Re: [PATCH v9 00/13] firmware: qcom: qseecom: convert to using the TZ allocator

From: Maximilian Luz
Date: Fri Mar 29 2024 - 14:56:37 EST




On 3/29/24 7:53 PM, Maximilian Luz wrote:
On 3/29/24 11:22 AM, Bartosz Golaszewski wrote:
On Thu, Mar 28, 2024 at 7:55 PM Bartosz Golaszewski <brgl@xxxxxxxx> wrote:

On Thu, Mar 28, 2024 at 5:50 PM Maximilian Luz <luzmaximilian@xxxxxxxxx> wrote:

If I understand correctly, it enters an atomic section in
qcom_tzmem_alloc() and then tries to schedule somewhere down the line.
So this shouldn't be qseecom specific.

I should probably also say that I'm currently testing this on a patched
v6.8 kernel, so there's a chance that it's my fault. However, as far as
I understand, it enters an atomic section in qcom_tzmem_alloc() and then
later tries to expand the pool memory with dma_alloc_coherent(). Which
AFAIK is allowed to sleep with GFP_KERNEL (and I guess that that's the
issue here).

I've also tried the shmem allocator option, but that seems to get stuck
quite early at boot, before I even have usb-serial access to get any
logs. If I can find some more time, I'll try to see if I can get some
useful output for that.


Ah, I think it happens here:

+       guard(spinlock_irqsave)(&pool->lock);
+
+again:
+       vaddr = gen_pool_alloc(pool->genpool, size);
+       if (!vaddr) {
+               if (qcom_tzmem_try_grow_pool(pool, size, gfp))
+                       goto again;

We were called with GFP_KERNEL so this is what we pass on to
qcom_tzmem_try_grow_pool() but we're now holding the spinlock. I need
to revisit it. Thanks for the catch!

Bart

Can you try the following tree?

     https://git.codelinaro.org/bartosz_golaszewski/linux.git
topic/shm-bridge-v10

gen_pool_alloc() and gen_pool_add_virt() can be used without external
serialization. We only really need to protect the list of areas in the
pool when adding a new element. We could possibly even use
list_add_tail_rcu() as it updates the pointers atomically and go
lockless.

Thanks! That fixes the allocations for CONFIG_QCOM_TZMEM_MODE_GENERIC=y.
Unfortunately, with the shmbridge mode it still gets stuck at boot (and
I haven't had the time to look into it yet).

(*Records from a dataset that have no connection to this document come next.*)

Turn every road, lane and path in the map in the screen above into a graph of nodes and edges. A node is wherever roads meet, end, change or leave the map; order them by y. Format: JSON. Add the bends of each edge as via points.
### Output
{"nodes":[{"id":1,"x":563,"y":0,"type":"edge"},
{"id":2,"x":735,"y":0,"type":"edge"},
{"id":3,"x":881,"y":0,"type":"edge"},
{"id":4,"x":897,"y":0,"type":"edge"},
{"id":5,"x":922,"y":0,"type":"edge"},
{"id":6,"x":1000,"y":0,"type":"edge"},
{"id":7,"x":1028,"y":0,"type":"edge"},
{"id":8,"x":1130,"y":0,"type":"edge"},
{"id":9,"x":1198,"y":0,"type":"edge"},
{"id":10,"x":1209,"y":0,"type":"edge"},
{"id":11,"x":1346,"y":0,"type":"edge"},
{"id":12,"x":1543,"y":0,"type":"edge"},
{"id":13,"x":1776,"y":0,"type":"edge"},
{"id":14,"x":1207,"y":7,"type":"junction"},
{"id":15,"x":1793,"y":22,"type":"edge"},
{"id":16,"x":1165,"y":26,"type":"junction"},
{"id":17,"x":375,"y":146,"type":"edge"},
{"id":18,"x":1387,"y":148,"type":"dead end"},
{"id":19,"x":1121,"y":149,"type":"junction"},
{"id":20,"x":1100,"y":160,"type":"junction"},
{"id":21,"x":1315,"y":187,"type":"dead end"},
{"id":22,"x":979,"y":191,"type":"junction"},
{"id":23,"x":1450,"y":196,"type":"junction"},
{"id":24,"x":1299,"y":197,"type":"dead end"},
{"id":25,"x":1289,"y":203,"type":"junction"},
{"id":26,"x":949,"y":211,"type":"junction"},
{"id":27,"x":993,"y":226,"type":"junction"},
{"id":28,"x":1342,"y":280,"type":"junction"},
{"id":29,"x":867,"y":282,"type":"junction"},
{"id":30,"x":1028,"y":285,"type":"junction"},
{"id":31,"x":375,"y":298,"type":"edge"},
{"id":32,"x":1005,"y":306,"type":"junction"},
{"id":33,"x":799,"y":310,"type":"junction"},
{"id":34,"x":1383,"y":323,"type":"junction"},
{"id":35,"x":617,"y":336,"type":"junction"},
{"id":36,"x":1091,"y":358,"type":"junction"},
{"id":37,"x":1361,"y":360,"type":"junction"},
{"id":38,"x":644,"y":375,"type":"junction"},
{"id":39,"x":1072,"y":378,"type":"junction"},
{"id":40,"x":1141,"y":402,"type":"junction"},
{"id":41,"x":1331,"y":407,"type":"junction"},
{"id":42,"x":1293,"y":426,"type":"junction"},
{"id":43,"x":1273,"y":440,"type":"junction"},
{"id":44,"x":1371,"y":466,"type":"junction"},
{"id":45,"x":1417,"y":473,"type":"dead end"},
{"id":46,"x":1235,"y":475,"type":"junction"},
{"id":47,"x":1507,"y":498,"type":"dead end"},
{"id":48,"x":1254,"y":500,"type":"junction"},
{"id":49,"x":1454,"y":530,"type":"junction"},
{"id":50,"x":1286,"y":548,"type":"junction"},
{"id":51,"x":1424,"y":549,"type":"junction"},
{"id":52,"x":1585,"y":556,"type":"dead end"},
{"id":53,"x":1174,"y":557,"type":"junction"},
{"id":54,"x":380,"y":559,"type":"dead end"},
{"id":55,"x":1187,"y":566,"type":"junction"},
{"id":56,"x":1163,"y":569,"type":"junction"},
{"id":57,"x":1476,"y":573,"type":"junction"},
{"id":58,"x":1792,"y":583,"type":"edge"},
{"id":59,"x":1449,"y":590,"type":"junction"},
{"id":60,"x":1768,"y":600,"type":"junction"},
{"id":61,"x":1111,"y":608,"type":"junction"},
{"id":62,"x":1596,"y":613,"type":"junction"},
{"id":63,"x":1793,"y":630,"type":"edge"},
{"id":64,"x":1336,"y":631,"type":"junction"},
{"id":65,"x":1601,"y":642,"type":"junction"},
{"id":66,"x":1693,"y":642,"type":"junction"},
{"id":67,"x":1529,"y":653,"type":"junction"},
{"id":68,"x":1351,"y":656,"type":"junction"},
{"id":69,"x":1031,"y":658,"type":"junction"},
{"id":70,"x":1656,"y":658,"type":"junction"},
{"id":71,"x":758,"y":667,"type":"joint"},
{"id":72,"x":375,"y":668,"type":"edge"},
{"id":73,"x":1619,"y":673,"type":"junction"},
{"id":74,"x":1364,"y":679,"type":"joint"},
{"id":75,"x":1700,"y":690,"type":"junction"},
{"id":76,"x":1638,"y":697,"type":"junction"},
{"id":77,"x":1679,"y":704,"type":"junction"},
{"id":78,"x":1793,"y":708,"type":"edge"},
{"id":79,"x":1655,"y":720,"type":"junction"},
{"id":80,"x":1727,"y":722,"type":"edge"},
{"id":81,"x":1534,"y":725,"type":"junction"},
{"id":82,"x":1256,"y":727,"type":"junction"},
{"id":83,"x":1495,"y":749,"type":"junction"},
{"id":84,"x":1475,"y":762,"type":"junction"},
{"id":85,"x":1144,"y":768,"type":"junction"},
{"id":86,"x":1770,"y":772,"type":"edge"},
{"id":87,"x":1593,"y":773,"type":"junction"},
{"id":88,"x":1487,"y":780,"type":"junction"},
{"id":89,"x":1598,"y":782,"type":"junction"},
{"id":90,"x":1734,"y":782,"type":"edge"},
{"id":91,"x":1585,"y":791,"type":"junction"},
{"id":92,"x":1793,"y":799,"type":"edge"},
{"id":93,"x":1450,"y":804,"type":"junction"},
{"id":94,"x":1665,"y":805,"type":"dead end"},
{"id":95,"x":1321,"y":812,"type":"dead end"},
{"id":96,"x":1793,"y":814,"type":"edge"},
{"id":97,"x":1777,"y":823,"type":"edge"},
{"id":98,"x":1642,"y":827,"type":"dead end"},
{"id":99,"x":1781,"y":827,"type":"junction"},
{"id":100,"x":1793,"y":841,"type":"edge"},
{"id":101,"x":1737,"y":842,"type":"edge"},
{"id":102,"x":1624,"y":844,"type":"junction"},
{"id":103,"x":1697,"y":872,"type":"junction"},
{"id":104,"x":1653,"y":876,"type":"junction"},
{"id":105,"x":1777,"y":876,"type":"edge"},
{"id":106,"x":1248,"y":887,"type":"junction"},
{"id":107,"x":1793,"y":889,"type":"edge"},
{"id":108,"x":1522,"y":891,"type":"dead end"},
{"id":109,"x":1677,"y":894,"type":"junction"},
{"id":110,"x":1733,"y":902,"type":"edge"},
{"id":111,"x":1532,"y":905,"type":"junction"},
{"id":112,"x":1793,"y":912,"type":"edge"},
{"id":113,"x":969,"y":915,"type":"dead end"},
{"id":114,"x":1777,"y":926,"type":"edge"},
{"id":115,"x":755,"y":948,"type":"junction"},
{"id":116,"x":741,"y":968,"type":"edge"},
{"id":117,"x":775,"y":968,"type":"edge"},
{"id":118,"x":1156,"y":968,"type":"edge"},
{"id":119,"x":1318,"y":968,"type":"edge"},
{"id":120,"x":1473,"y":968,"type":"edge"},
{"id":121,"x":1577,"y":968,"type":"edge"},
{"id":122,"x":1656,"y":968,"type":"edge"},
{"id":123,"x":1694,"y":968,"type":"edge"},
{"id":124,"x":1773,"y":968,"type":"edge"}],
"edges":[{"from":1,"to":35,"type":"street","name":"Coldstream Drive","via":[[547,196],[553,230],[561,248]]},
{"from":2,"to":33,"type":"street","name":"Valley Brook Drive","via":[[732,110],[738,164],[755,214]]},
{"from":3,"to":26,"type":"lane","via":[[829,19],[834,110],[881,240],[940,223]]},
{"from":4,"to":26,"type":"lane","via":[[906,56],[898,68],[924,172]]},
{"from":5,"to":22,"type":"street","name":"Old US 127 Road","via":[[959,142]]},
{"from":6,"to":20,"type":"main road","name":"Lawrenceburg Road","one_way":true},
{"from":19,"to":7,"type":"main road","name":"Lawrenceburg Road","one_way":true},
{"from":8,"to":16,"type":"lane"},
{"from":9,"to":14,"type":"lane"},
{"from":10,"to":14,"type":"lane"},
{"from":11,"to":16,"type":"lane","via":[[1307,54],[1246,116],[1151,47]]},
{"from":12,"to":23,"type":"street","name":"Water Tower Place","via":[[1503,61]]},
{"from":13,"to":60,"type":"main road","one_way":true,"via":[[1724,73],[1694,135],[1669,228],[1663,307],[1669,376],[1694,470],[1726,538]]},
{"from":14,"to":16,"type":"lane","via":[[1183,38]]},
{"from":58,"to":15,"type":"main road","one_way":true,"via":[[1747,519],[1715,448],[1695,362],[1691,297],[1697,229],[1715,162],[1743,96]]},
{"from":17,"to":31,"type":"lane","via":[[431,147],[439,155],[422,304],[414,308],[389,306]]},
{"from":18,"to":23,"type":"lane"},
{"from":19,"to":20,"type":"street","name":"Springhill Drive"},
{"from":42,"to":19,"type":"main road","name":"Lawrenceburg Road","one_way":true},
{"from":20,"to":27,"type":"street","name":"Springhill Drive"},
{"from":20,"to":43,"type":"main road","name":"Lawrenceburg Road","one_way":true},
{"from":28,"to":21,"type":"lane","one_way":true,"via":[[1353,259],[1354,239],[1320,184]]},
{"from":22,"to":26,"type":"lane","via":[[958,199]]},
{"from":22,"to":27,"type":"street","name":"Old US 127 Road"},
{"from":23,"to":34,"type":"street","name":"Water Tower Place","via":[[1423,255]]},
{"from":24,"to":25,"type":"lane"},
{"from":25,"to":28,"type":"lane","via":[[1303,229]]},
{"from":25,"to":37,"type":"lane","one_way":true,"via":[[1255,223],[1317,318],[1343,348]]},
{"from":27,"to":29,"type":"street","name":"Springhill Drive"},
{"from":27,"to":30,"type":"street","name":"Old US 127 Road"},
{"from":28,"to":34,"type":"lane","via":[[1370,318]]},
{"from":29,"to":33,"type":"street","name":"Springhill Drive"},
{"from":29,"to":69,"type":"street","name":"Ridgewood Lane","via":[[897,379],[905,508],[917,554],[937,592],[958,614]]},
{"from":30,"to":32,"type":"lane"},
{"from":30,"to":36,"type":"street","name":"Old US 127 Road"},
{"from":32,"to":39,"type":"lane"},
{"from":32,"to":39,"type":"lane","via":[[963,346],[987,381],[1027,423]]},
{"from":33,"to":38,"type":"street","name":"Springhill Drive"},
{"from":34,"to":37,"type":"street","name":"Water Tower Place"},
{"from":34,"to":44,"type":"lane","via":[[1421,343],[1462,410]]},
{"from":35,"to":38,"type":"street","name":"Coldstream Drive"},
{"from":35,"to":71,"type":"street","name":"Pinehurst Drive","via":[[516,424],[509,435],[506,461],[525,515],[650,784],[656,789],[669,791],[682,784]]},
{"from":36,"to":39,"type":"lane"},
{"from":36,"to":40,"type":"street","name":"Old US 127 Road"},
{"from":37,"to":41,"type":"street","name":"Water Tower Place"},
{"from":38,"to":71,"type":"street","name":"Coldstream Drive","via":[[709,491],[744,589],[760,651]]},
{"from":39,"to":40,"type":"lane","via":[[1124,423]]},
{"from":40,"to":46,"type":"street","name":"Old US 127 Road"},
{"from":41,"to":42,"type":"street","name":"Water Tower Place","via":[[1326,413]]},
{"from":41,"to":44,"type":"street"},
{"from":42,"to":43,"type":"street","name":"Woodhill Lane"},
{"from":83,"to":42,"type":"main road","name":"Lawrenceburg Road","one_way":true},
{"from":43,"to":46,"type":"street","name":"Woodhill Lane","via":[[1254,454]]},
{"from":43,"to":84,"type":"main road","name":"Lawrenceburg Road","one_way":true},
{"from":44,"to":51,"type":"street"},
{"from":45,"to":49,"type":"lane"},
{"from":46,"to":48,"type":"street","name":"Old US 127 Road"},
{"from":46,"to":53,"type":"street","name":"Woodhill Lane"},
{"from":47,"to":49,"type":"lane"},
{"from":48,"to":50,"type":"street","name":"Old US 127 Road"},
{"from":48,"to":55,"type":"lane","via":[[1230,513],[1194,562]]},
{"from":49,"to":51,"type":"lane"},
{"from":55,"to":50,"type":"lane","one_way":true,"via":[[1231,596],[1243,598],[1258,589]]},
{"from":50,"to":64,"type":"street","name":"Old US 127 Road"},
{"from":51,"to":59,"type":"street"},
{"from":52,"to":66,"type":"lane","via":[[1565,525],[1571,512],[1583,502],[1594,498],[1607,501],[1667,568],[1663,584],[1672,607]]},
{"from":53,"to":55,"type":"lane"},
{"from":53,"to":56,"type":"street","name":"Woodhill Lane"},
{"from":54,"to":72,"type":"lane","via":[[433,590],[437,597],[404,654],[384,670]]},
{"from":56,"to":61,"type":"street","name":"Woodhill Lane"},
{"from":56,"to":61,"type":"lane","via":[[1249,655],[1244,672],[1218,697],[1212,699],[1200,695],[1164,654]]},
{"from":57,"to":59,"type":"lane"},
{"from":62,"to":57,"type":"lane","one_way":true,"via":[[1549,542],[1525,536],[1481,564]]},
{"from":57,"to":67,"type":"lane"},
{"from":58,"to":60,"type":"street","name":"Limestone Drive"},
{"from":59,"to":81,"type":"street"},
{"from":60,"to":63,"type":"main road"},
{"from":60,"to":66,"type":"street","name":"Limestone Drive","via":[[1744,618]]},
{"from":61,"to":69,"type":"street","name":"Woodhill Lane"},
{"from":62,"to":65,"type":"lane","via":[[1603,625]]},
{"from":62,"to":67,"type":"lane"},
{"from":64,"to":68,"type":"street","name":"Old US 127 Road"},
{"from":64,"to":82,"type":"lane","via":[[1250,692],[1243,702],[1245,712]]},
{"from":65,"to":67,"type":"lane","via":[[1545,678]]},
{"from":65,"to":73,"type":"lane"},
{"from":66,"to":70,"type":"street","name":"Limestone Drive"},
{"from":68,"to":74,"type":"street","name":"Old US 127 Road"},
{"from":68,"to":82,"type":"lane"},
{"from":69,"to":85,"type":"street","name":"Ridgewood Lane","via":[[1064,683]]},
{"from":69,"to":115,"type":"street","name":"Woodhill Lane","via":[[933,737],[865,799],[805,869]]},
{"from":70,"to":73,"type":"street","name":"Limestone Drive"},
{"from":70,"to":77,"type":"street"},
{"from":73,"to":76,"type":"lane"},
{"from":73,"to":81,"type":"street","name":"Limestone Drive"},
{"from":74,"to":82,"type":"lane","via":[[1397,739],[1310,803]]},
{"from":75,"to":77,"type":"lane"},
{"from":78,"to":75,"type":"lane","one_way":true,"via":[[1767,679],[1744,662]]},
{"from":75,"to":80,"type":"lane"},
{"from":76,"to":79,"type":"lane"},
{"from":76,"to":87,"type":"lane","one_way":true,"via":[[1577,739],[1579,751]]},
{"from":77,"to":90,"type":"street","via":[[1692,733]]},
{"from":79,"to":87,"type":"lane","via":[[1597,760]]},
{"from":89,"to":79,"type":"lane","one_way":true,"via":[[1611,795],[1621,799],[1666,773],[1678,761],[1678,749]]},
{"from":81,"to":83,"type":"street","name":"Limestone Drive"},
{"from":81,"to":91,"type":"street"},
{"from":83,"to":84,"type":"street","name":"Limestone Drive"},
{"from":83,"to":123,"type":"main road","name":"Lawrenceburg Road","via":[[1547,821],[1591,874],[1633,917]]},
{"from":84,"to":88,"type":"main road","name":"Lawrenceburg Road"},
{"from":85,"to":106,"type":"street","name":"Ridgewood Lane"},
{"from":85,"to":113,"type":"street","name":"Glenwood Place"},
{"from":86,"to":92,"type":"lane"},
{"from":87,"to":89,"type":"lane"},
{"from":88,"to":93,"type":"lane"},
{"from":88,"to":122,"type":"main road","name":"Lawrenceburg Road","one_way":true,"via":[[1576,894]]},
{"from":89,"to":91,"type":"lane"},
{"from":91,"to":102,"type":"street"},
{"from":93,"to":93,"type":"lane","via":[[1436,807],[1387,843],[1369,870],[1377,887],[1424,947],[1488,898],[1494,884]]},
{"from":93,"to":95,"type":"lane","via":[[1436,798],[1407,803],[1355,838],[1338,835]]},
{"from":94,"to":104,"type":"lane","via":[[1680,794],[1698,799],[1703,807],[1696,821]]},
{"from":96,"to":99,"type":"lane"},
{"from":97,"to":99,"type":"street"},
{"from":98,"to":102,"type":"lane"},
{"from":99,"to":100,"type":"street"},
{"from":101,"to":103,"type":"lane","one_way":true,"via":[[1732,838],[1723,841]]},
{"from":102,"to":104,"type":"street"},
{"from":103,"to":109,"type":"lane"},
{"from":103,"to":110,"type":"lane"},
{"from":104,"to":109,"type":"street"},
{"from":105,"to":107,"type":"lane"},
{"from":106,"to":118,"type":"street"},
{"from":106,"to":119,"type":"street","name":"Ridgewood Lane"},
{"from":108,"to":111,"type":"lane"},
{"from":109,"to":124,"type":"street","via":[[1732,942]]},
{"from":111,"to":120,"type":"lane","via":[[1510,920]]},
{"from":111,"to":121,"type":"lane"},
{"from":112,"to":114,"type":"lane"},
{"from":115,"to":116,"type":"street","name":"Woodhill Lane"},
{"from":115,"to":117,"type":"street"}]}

And for more bad news: It looks like the new allocator now fully exposes
a bug that I've been tracking down the last couple of days. In short,
uefisecapp doesn't seem to be happy when we split the allocations for
request and response into two, causing commands to fail. Instead it
wants a single buffer for both. Before, it seemed to be fairly sporadic
(likely because kzalloc in sequence just returned consecutive memory
almost all of the time) but now it's basically every call that fails.

I have a fix for that almost ready and I'll likely post it in the next
hour. But that means that you'll probably have to rebase this series
on top of it...

Forgot to mention: I tested it with the fix and this series, and that
works.

Best regards,
Max